I am working in a discrete setting. Consider any stochastic process $(X_n)_{n\in\mathbb N}$ with its natural filtration $(\mathcal F_n)_{n\in\mathbb N}$ and a stopping time $\tau$. We know that $$\mathcal F_\tau = \sigma(\tau,X_n^\tau, n\in\mathbb N).$$ For example in Filtration of stopping time equal to the natural filtration of the stopped process it is discussed if $$\mathcal F_\tau = \sigma(X_t^\tau, t\in\mathbb R_+)$$ holds in the continuous case.
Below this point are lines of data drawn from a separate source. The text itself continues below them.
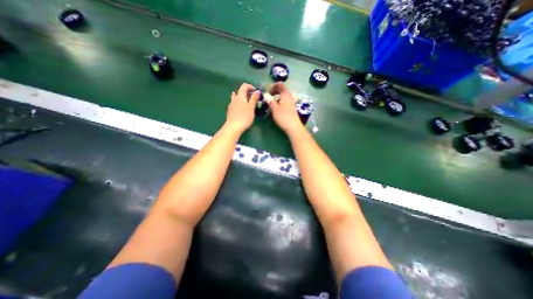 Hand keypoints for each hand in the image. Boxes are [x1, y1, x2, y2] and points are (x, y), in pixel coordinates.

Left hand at [224, 81, 260, 132]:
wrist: (233, 127)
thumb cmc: (244, 117)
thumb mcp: (251, 107)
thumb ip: (254, 98)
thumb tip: (257, 91)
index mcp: (240, 96)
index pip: (244, 86)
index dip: (251, 87)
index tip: (256, 93)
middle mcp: (234, 98)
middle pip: (240, 91)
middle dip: (248, 93)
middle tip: (254, 99)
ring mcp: (231, 104)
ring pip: (237, 98)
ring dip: (243, 98)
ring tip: (248, 103)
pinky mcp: (230, 111)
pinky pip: (235, 103)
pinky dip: (239, 103)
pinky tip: (241, 107)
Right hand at [266, 81, 303, 132]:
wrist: (293, 127)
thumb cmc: (283, 117)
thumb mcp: (274, 109)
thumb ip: (270, 101)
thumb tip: (265, 95)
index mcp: (286, 94)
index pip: (280, 84)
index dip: (273, 86)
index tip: (267, 93)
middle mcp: (289, 96)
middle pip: (281, 90)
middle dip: (273, 92)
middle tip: (268, 98)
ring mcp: (291, 102)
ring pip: (282, 96)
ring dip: (276, 98)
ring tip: (270, 105)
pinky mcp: (291, 108)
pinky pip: (284, 101)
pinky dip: (279, 102)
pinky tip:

I am interested in the discrete analogon $$\mathcal F_\tau = \sigma(X_n^\tau, n\in\mathbb N).\tag{$\ast$}\label{1}$$
Shiryaev shows in his book "Optimal Stopping Rules" Stochastic Modelling and Applied Probability 8 in Springer 2008 that in the continuous case, the result is true if the probability space $\Omega$ is sufficiently rich, that means for all $t\ge0$ and $\omega\in\Omega$ there exists $\omega'\in\Omega$ such that $X_s(\omega')=X_{s\wedge t}(\omega)$ for all $s\ge0$ holds. The proof suggests that the analogue statement also holds in discrete time case.
I am looking for a counterexample, in which \eqref{1} does not hold. I tried to look at probability spaces consisting of only a few points but could not find any counterexample. For any suggestions, I am very thankful.